Von Souli in Abschied von einem Helden des Alltags - Ein Nachruf auf Anton Yelchin

Ein Nachruf auf Anton Yelchin Bildnachweis: ||| © Ascot

Noch immer scheint es wie ein böser Traum, der ohnehin das gesamte Jahr 2016 in einen dämmerigen Schleier des Trübsinns gehüllt hat: Anton Yelchin soll verstorben sein? Von seinem eigenen Auto zu Tode gequetscht? Der Anton Yelchin, den wir momentan in ausgewählten Programmkinos im großartigen Green Room sehen dürfen? Der Anton Yelchin, der mit Star Trek Beyond bald wieder die internationalen IMAX-Kinosäle zum Beben bringen wird, wenn sich das Raumschiff Enterprise zu neuen Abenteuern erheben wird? Die Antwort ist zermürbend in ihrer irrationalen Einfachheit: Ja, genau dieser Anton Yelchin. 
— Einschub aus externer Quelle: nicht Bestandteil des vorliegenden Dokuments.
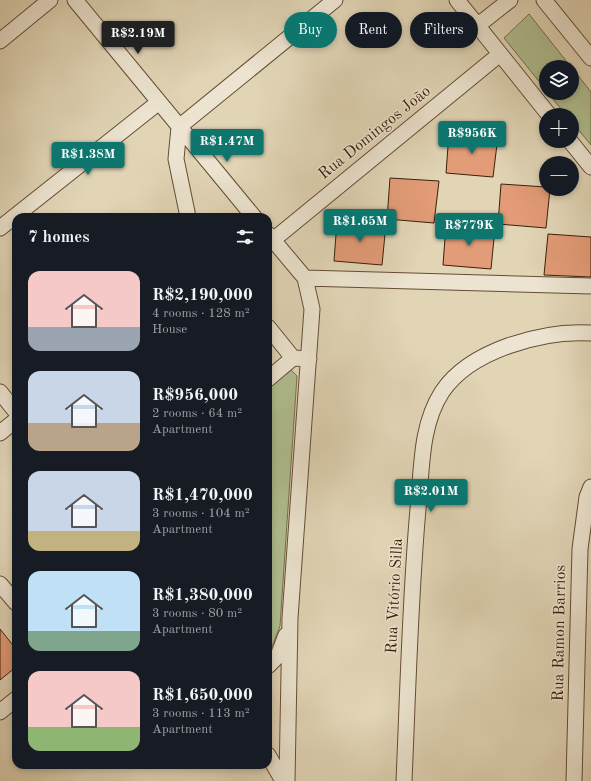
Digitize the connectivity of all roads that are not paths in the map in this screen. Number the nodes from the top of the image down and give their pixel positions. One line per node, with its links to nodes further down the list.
1 (50, 0): 10 (street)
2 (75, 0): 13 (street)
3 (335, 0): 15 (street)
4 (457, 0): 7 (street)
5 (510, 0): 8 (street)
6 (544, 0): 12 (street)
7 (466, 12)
8 (478, 25)
9 (478, 27): 11 (street)
10 (0, 41)
11 (500, 54): 14 (street); 23 (street, Rua Domingos João)
12 (591, 58)
13 (160, 102): 15 (street); 18 (street)
14 (543, 108)
15 (179, 126): 19 (street); 20 (street)
16 (576, 148): 17 (street)
17 (591, 167)
18 (19, 213)
19 (187, 213)
20 (251, 213)
21 (12, 219): 22 (street)
22 (0, 228)
23 (272, 236)
24 (272, 238): 25 (street)
25 (304, 278): 26 (street); 30 (street)
26 (591, 286)
27 (272, 332): 29 (street)
28 (591, 333): 44 (street, Rua Vitório Silla)
29 (294, 358): 30 (street); 31 (street)
30 (309, 359): 37 (street)
31 (272, 375)
32 (9, 406): 33 (street)
33 (0, 433)
34 (591, 487): 45 (street, Rua Ramon Barrios)
35 (0, 584): 36 (street)
36 (12, 598)
37 (290, 618): 38 (street); 43 (street)
38 (272, 662)
39 (12, 702): 40 (street)
40 (0, 712)
41 (272, 762): 42 (street)
42 (283, 781)
43 (287, 781)
44 (404, 781)
45 (574, 781)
Vermutlich ist es die bittere Ironie des Schicksals, einen Menschen aus dem Leben zu reißen, der mit 27 immer noch so aussah, als hätte er gerade erst die Pubertät erreicht. Niemand hätte wohl annehmen wollen, dass das Thema Sterblichkeit dieser Tage in einen festen Zusammenhang mit dem russisch-jüdischen Schauspieler gebracht werden muss, der als 10-Jähriger einen seinen erster Auftritte in der beliebten Serie Emergency Room – Die Notaufnahme verbuchen konnte. Warum auch? Yelchin, Sohn zweier professioneller Eiskunstläufer, zählte bereits jetzt zu den ewig Junggebliebenen, die immer voller Lebendigkeit erschienen, nie überheblich oder gar von Allüren befallen, sondern mit dem spritzig-vitalen Elan gewappnet, der ihn letztlich zur Idealbesetzung des Navigatoren Pavel Chekov machte und damit auch zu einem festen Bestandteil innerhalb der Crew der Enterprise. Sein unbedarfter Humor war es, der die Maschen der intergalaktischen Odysseen immer wieder angenehm auflockerte.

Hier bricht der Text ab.